▸ EXERCISE REQUIREMENTS: All of the data should be restated word for word, with the pictures omitted.

▸ DATASET EXCERPTS:
▼
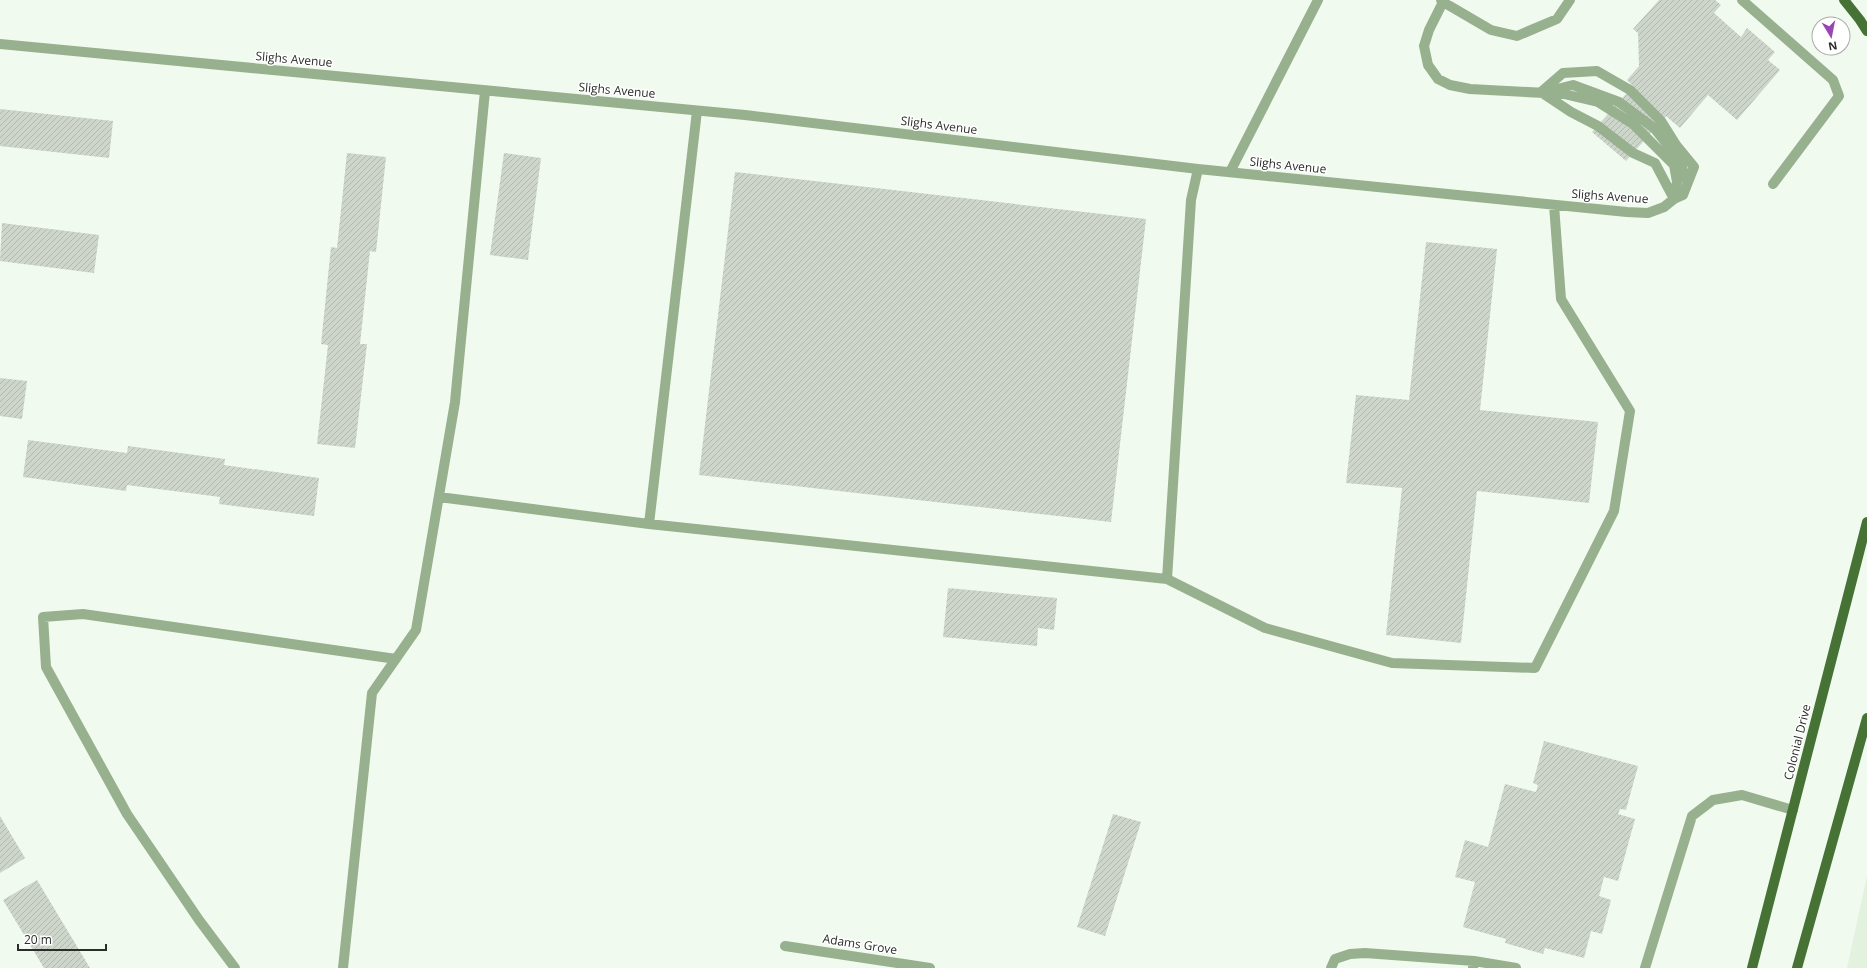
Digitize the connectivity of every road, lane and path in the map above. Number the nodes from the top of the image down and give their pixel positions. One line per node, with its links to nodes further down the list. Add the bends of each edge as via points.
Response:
1 (1318, 0): 12 (street, Slighs Avenue)
2 (1570, 0): 5 (street, via 1557,19 1517,36 1490,30)
3 (1742, 0): 13 (street, via 1833,80 1839,96)
4 (1844, 0): 6 (main road)
5 (1443, 1): 9 (street, via 1424,46 1428,66 1438,79 1450,85 1470,89)
6 (1867, 31)
7 (0, 44): 8 (street, Slighs Avenue)
8 (485, 91): 10 (street, Slighs Avenue); 16 (street, via 455,402)
9 (1541, 92): 14 (street, via 1598,126 1633,153 1655,163); 14 (street, via 1564,94 1598,102 1633,124 1674,165 1677,182); 14 (street, Slighs Avenue, via 1563,73 1597,71 1630,90 1661,120 1676,145 1694,167 1683,195)
10 (697, 111): 11 (street, Slighs Avenue); 18 (street)
11 (1198, 169): 12 (street, Slighs Avenue); 19 (street, via 1191,200)
12 (1230, 172): 15 (street, Slighs Avenue)
13 (1773, 184)
14 (1674, 199): 15 (street, Slighs Avenue, via 1664,207 1648,213)
15 (1554, 205): 19 (street, via 1562,299 1630,411 1614,511 1535,668 1392,663 1265,628)
16 (439, 497): 18 (street); 20 (street, via 416,630)
17 (1867, 522): 22 (main road, Colonial Drive)
18 (650, 524): 19 (street)
19 (1167, 579)
20 (396, 659): 26 (street, via 83,614 43,617 46,667 127,814); 27 (street, via 372,693)
21 (1867, 718): 33 (main road)
22 (1793, 810): 31 (street, via 1742,795 1713,800 1692,816); 32 (main road, Colonial Drive)
23 (786, 946): 25 (street, Adams Grove)
24 (1474, 964): 29 (street, via 1365,953 1335,959); 30 (street)
25 (888, 965): 28 (street, Adams Grove)
26 (234, 968)
27 (344, 968)
28 (930, 968)
29 (1330, 968)
30 (1516, 968)
31 (1645, 968)
32 (1752, 968)
33 (1797, 968)

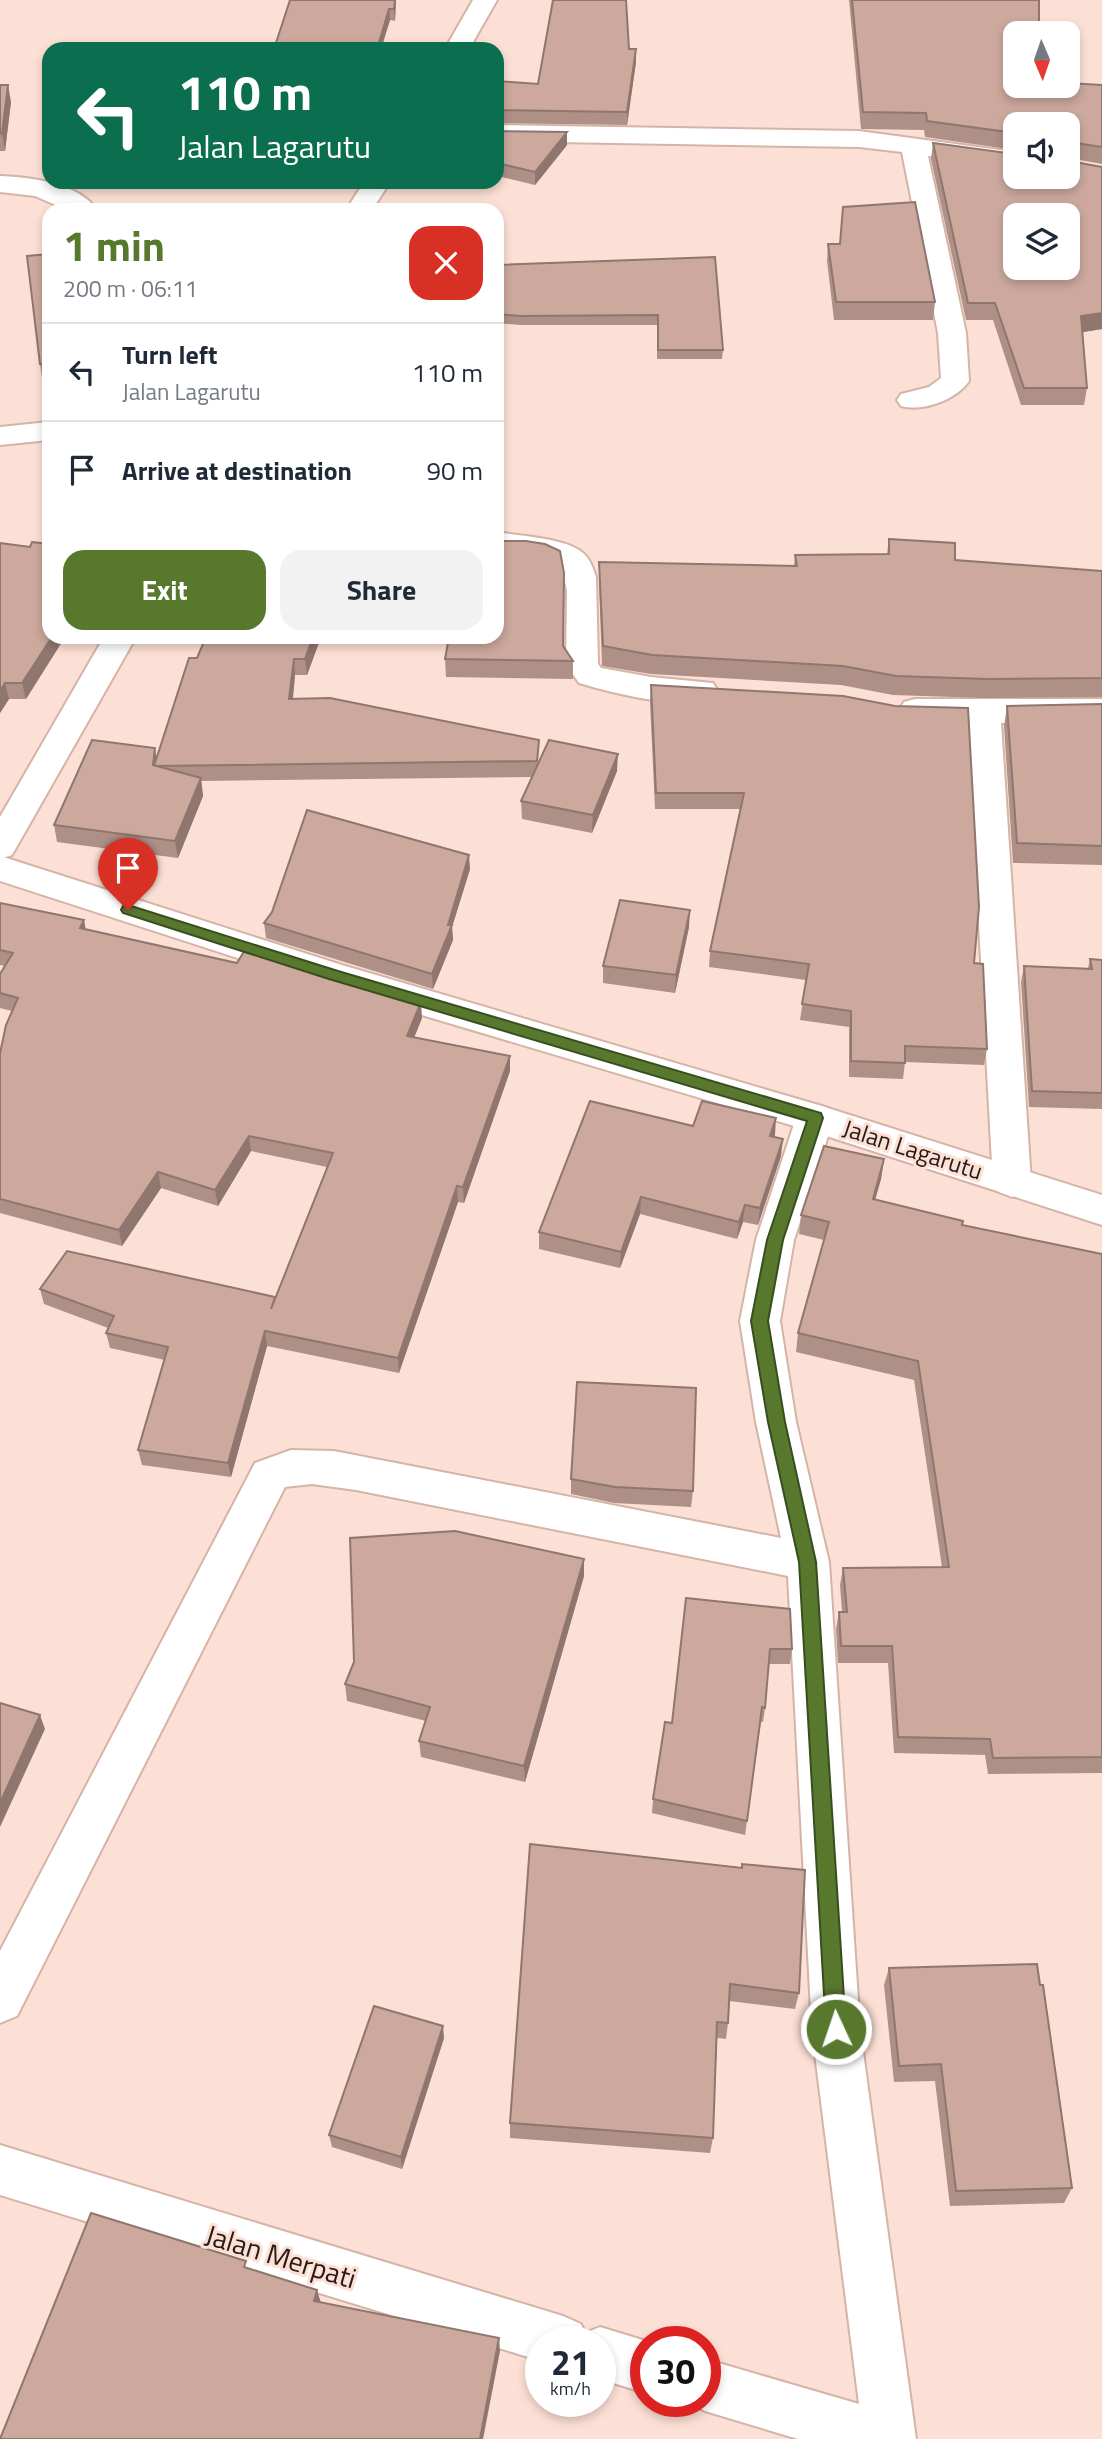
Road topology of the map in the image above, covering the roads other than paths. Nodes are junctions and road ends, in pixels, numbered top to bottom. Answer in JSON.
{"nodes":[{"id":1,"x":485,"y":0,"type":"edge"},
{"id":2,"x":461,"y":42,"type":"edge"},
{"id":3,"x":504,"y":133,"type":"edge"},
{"id":4,"x":913,"y":145,"type":"junction"},
{"id":5,"x":1003,"y":158,"type":"edge"},
{"id":6,"x":0,"y":184,"type":"edge"},
{"id":7,"x":73,"y":203,"type":"edge"},
{"id":8,"x":911,"y":400,"type":"dead end"},
{"id":9,"x":42,"y":432,"type":"edge"},
{"id":10,"x":0,"y":436,"type":"edge"},
{"id":11,"x":504,"y":543,"type":"edge"},
{"id":12,"x":116,"y":644,"type":"edge"},
{"id":13,"x":729,"y":692,"type":"edge"},
{"id":14,"x":880,"y":706,"type":"edge"},
{"id":15,"x":1102,"y":710,"type":"edge"},
{"id":16,"x":984,"y":712,"type":"junction"},
{"id":17,"x":0,"y":847,"type":"edge"},
{"id":18,"x":0,"y":869,"type":"edge"},
{"id":19,"x":816,"y":1118,"type":"junction"},
{"id":20,"x":1012,"y":1182,"type":"junction"},
{"id":21,"x":1102,"y":1210,"type":"edge"},
{"id":22,"x":808,"y":1562,"type":"junction"},
{"id":23,"x":0,"y":2000,"type":"edge"},
{"id":24,"x":0,"y":2171,"type":"edge"},
{"id":25,"x":525,"y":2330,"type":"edge"},
{"id":26,"x":721,"y":2390,"type":"edge"},
{"id":27,"x":889,"y":2439,"type":"edge"}],
"edges":[{"from":1,"to":2,"type":"street"},
{"from":3,"to":4,"type":"street"},
{"from":4,"to":5,"type":"street"},
{"from":4,"to":8,"type":"street"},
{"from":6,"to":7,"type":"street"},
{"from":9,"to":10,"type":"street"},
{"from":11,"to":13,"type":"street"},
{"from":12,"to":17,"type":"street"},
{"from":14,"to":16,"type":"street"},
{"from":15,"to":16,"type":"street"},
{"from":16,"to":20,"type":"street"},
{"from":18,"to":19,"type":"street","name":"Jalan Lagarutu"},
{"from":19,"to":20,"type":"street","name":"Jalan Lagarutu"},
{"from":19,"to":22,"type":"street"},
{"from":20,"to":21,"type":"street","name":"Jalan Lagarutu"},
{"from":22,"to":23,"type":"street"},
{"from":22,"to":27,"type":"street"},
{"from":24,"to":25,"type":"street","name":"Jalan Merpati"},
{"from":26,"to":27,"type":"street"}]}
▲
▸ SOLUTION:
Digitize the connectivity of every road, lane and path in the map above. Number the nodes from the top of the image down and give their pixel positions. One line per node, with its links to nodes further down the list. Add the bends of each edge as via points.
Response:
1 (1318, 0): 12 (street, Slighs Avenue)
2 (1570, 0): 5 (street, via 1557,19 1517,36 1490,30)
3 (1742, 0): 13 (street, via 1833,80 1839,96)
4 (1844, 0): 6 (main road)
5 (1443, 1): 9 (street, via 1424,46 1428,66 1438,79 1450,85 1470,89)
6 (1867, 31)
7 (0, 44): 8 (street, Slighs Avenue)
8 (485, 91): 10 (street, Slighs Avenue); 16 (street, via 455,402)
9 (1541, 92): 14 (street, via 1598,126 1633,153 1655,163); 14 (street, via 1564,94 1598,102 1633,124 1674,165 1677,182); 14 (street, Slighs Avenue, via 1563,73 1597,71 1630,90 1661,120 1676,145 1694,167 1683,195)
10 (697, 111): 11 (street, Slighs Avenue); 18 (street)
11 (1198, 169): 12 (street, Slighs Avenue); 19 (street, via 1191,200)
12 (1230, 172): 15 (street, Slighs Avenue)
13 (1773, 184)
14 (1674, 199): 15 (street, Slighs Avenue, via 1664,207 1648,213)
15 (1554, 205): 19 (street, via 1562,299 1630,411 1614,511 1535,668 1392,663 1265,628)
16 (439, 497): 18 (street); 20 (street, via 416,630)
17 (1867, 522): 22 (main road, Colonial Drive)
18 (650, 524): 19 (street)
19 (1167, 579)
20 (396, 659): 26 (street, via 83,614 43,617 46,667 127,814); 27 (street, via 372,693)
21 (1867, 718): 33 (main road)
22 (1793, 810): 31 (street, via 1742,795 1713,800 1692,816); 32 (main road, Colonial Drive)
23 (786, 946): 25 (street, Adams Grove)
24 (1474, 964): 29 (street, via 1365,953 1335,959); 30 (street)
25 (888, 965): 28 (street, Adams Grove)
26 (234, 968)
27 (344, 968)
28 (930, 968)
29 (1330, 968)
30 (1516, 968)
31 (1645, 968)
32 (1752, 968)
33 (1797, 968)

Road topology of the map in the image above, covering the roads other than paths. Nodes are junctions and road ends, in pixels, numbered top to bottom. Answer in JSON.
{"nodes":[{"id":1,"x":485,"y":0,"type":"edge"},
{"id":2,"x":461,"y":42,"type":"edge"},
{"id":3,"x":504,"y":133,"type":"edge"},
{"id":4,"x":913,"y":145,"type":"junction"},
{"id":5,"x":1003,"y":158,"type":"edge"},
{"id":6,"x":0,"y":184,"type":"edge"},
{"id":7,"x":73,"y":203,"type":"edge"},
{"id":8,"x":911,"y":400,"type":"dead end"},
{"id":9,"x":42,"y":432,"type":"edge"},
{"id":10,"x":0,"y":436,"type":"edge"},
{"id":11,"x":504,"y":543,"type":"edge"},
{"id":12,"x":116,"y":644,"type":"edge"},
{"id":13,"x":729,"y":692,"type":"edge"},
{"id":14,"x":880,"y":706,"type":"edge"},
{"id":15,"x":1102,"y":710,"type":"edge"},
{"id":16,"x":984,"y":712,"type":"junction"},
{"id":17,"x":0,"y":847,"type":"edge"},
{"id":18,"x":0,"y":869,"type":"edge"},
{"id":19,"x":816,"y":1118,"type":"junction"},
{"id":20,"x":1012,"y":1182,"type":"junction"},
{"id":21,"x":1102,"y":1210,"type":"edge"},
{"id":22,"x":808,"y":1562,"type":"junction"},
{"id":23,"x":0,"y":2000,"type":"edge"},
{"id":24,"x":0,"y":2171,"type":"edge"},
{"id":25,"x":525,"y":2330,"type":"edge"},
{"id":26,"x":721,"y":2390,"type":"edge"},
{"id":27,"x":889,"y":2439,"type":"edge"}],
"edges":[{"from":1,"to":2,"type":"street"},
{"from":3,"to":4,"type":"street"},
{"from":4,"to":5,"type":"street"},
{"from":4,"to":8,"type":"street"},
{"from":6,"to":7,"type":"street"},
{"from":9,"to":10,"type":"street"},
{"from":11,"to":13,"type":"street"},
{"from":12,"to":17,"type":"street"},
{"from":14,"to":16,"type":"street"},
{"from":15,"to":16,"type":"street"},
{"from":16,"to":20,"type":"street"},
{"from":18,"to":19,"type":"street","name":"Jalan Lagarutu"},
{"from":19,"to":20,"type":"street","name":"Jalan Lagarutu"},
{"from":19,"to":22,"type":"street"},
{"from":20,"to":21,"type":"street","name":"Jalan Lagarutu"},
{"from":22,"to":23,"type":"street"},
{"from":22,"to":27,"type":"street"},
{"from":24,"to":25,"type":"street","name":"Jalan Merpati"},
{"from":26,"to":27,"type":"street"}]}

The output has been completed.